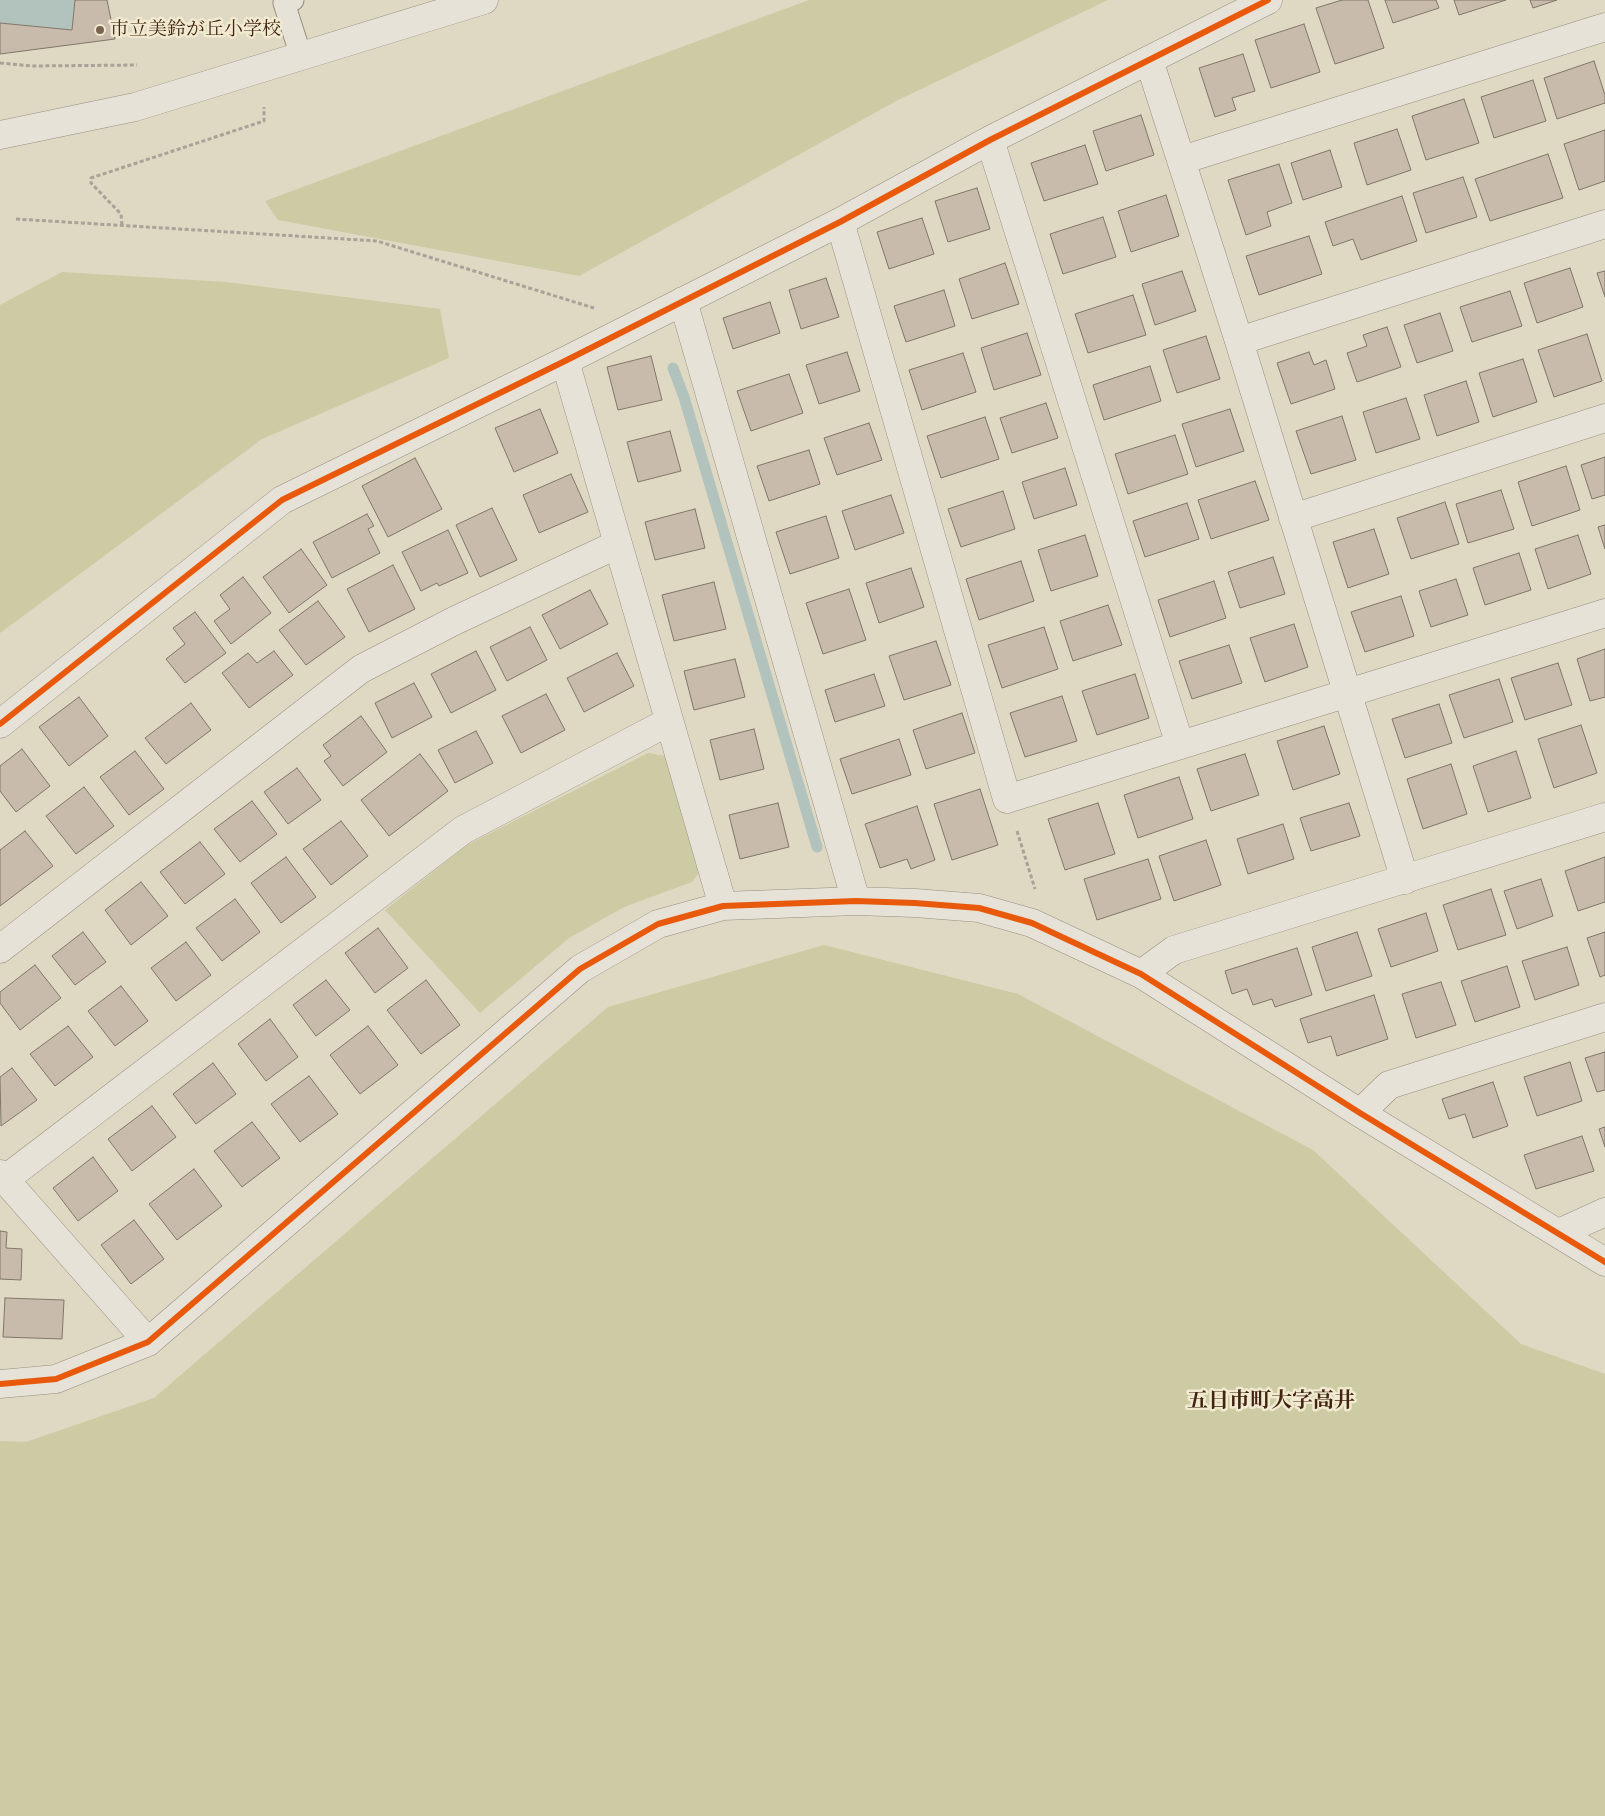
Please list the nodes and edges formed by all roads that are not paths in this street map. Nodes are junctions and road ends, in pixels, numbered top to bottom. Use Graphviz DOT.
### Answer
graph roads {
  1 [pos="293,0"];
  2 [pos="484,0"];
  3 [pos="1268,0"];
  4 [pos="1605,27"];
  5 [pos="301,56"];
  6 [pos="1148,60"];
  7 [pos="0,135"];
  8 [pos="990,140"];
  9 [pos="1182,160"];
  10 [pos="840,222"];
  11 [pos="1605,224"];
  12 [pos="683,302"];
  13 [pos="1239,341"];
  14 [pos="565,361"];
  15 [pos="1605,418"];
  16 [pos="1293,518"];
  17 [pos="618,544"];
  18 [pos="1605,613"];
  19 [pos="1348,695"];
  20 [pos="668,722"];
  21 [pos="0,724"];
  22 [pos="1180,745"];
  23 [pos="1605,817"];
  24 [pos="1405,880"];
  25 [pos="856,901"];
  26 [pos="723,906"];
  27 [pos="0,949"];
  28 [pos="1140,974"];
  29 [pos="1605,1017"];
  30 [pos="1360,1114"];
  31 [pos="2,1178"];
  32 [pos="1605,1212"];
  33 [pos="1558,1233"];
  34 [pos="1605,1262"];
  35 [pos="148,1342"];
  36 [pos="0,1384"];
  1 -- 5 [label="lane"];
  2 -- 5 [label="street"];
  3 -- 6 [label="street"];
  4 -- 9 [label="street"];
  5 -- 7 [label="street"];
  6 -- 8 [label="street"];
  6 -- 9 [label="street"];
  8 -- 10 [label="street"];
  8 -- 22 [label="street"];
  9 -- 13 [label="street"];
  10 -- 12 [label="street"];
  10 -- 22 [label="street"];
  11 -- 13 [label="street"];
  12 -- 14 [label="street"];
  12 -- 25 [label="street"];
  13 -- 16 [label="street"];
  14 -- 17 [label="street"];
  14 -- 21 [label="street"];
  15 -- 16 [label="street"];
  16 -- 19 [label="street"];
  17 -- 20 [label="street"];
  17 -- 27 [label="street"];
  18 -- 19 [label="street"];
  19 -- 22 [label="street"];
  19 -- 24 [label="street"];
  20 -- 26 [label="street"];
  20 -- 31 [label="street"];
  23 -- 24 [label="street"];
  24 -- 28 [label="street"];
  25 -- 26 [label="street"];
  25 -- 28 [label="street"];
  26 -- 35 [label="street"];
  28 -- 30 [label="street"];
  29 -- 30 [label="street"];
  30 -- 33 [label="street"];
  31 -- 35 [label="street"];
  32 -- 33 [label="street"];
  33 -- 34 [label="street"];
  35 -- 36 [label="street"];
}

^^^^

*AIM OF THE TASK*. Above is a listing; report how many of its lines include the word "roads", giving the number only.

*OUTPUT FOR THIS TASK*. 2